*Directions*
Although the records contain pictures, only their text should be reproduced, exactly as written.

*Material supplied*
"""
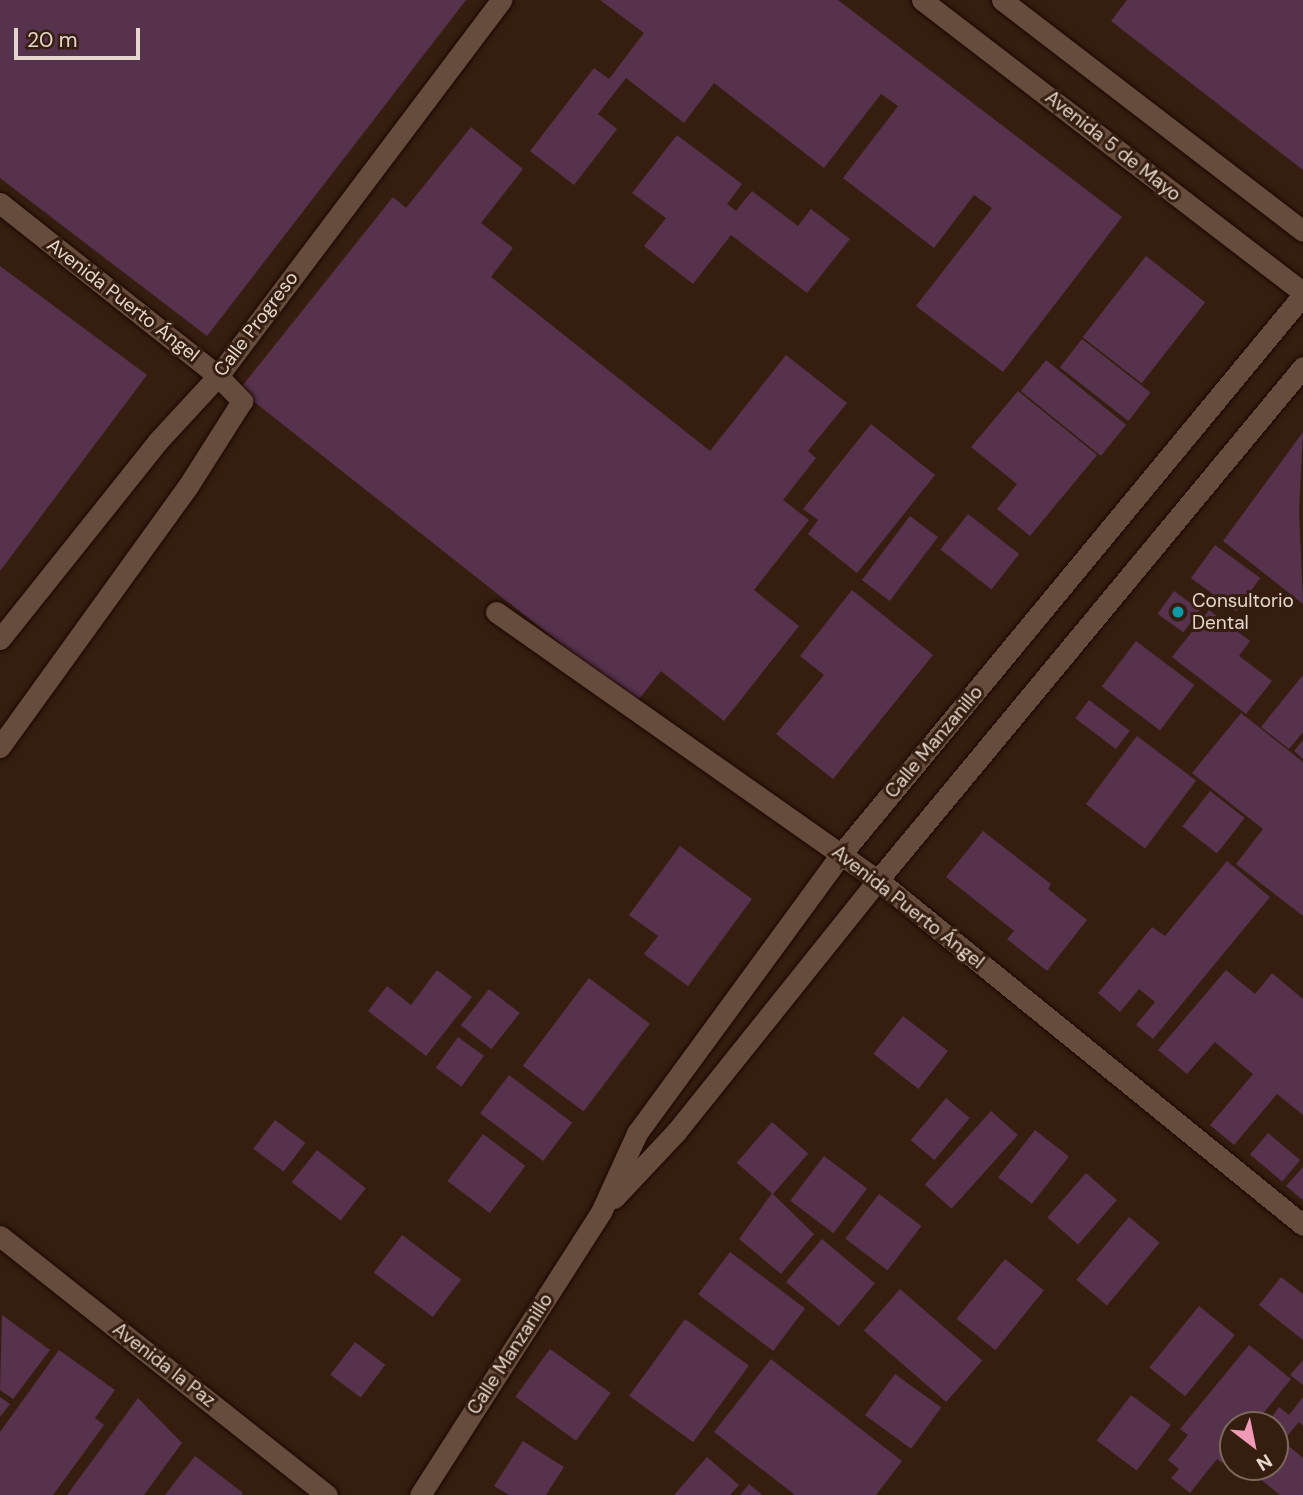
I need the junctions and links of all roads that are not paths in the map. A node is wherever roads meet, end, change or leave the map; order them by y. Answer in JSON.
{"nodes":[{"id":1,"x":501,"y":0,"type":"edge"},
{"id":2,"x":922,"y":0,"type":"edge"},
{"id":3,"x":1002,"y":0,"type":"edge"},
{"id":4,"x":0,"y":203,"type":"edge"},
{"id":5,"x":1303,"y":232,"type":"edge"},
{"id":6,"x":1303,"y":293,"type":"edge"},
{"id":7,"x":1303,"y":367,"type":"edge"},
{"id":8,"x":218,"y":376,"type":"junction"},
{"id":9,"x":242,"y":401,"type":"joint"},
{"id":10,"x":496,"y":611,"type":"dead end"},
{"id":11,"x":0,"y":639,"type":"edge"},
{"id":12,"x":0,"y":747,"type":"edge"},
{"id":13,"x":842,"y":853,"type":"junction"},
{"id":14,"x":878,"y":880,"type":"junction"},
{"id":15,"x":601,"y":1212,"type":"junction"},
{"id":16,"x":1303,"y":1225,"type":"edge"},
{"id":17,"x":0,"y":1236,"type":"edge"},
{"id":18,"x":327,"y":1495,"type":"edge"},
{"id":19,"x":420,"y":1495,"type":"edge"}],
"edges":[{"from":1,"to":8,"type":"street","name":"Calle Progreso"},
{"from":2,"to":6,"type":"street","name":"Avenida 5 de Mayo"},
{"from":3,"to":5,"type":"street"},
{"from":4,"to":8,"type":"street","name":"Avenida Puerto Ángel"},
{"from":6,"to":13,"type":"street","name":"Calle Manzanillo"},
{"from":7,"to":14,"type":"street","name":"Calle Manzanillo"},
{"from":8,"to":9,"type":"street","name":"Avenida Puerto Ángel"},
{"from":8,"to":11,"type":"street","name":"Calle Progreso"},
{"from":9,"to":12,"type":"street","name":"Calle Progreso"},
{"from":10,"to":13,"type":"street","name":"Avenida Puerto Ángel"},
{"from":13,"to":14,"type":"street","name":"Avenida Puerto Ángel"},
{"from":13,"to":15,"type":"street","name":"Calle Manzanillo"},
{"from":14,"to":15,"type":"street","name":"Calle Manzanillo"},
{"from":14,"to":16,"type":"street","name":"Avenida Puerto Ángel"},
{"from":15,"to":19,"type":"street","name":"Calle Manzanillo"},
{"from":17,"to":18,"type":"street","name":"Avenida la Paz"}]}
"""
*Answer to this task*
I need the junctions and links of all roads that are not paths in the map. A node is wherever roads meet, end, change or leave the map; order them by y. Answer in JSON.
{"nodes":[{"id":1,"x":501,"y":0,"type":"edge"},
{"id":2,"x":922,"y":0,"type":"edge"},
{"id":3,"x":1002,"y":0,"type":"edge"},
{"id":4,"x":0,"y":203,"type":"edge"},
{"id":5,"x":1303,"y":232,"type":"edge"},
{"id":6,"x":1303,"y":293,"type":"edge"},
{"id":7,"x":1303,"y":367,"type":"edge"},
{"id":8,"x":218,"y":376,"type":"junction"},
{"id":9,"x":242,"y":401,"type":"joint"},
{"id":10,"x":496,"y":611,"type":"dead end"},
{"id":11,"x":0,"y":639,"type":"edge"},
{"id":12,"x":0,"y":747,"type":"edge"},
{"id":13,"x":842,"y":853,"type":"junction"},
{"id":14,"x":878,"y":880,"type":"junction"},
{"id":15,"x":601,"y":1212,"type":"junction"},
{"id":16,"x":1303,"y":1225,"type":"edge"},
{"id":17,"x":0,"y":1236,"type":"edge"},
{"id":18,"x":327,"y":1495,"type":"edge"},
{"id":19,"x":420,"y":1495,"type":"edge"}],
"edges":[{"from":1,"to":8,"type":"street","name":"Calle Progreso"},
{"from":2,"to":6,"type":"street","name":"Avenida 5 de Mayo"},
{"from":3,"to":5,"type":"street"},
{"from":4,"to":8,"type":"street","name":"Avenida Puerto Ángel"},
{"from":6,"to":13,"type":"street","name":"Calle Manzanillo"},
{"from":7,"to":14,"type":"street","name":"Calle Manzanillo"},
{"from":8,"to":9,"type":"street","name":"Avenida Puerto Ángel"},
{"from":8,"to":11,"type":"street","name":"Calle Progreso"},
{"from":9,"to":12,"type":"street","name":"Calle Progreso"},
{"from":10,"to":13,"type":"street","name":"Avenida Puerto Ángel"},
{"from":13,"to":14,"type":"street","name":"Avenida Puerto Ángel"},
{"from":13,"to":15,"type":"street","name":"Calle Manzanillo"},
{"from":14,"to":15,"type":"street","name":"Calle Manzanillo"},
{"from":14,"to":16,"type":"street","name":"Avenida Puerto Ángel"},
{"from":15,"to":19,"type":"street","name":"Calle Manzanillo"},
{"from":17,"to":18,"type":"street","name":"Avenida la Paz"}]}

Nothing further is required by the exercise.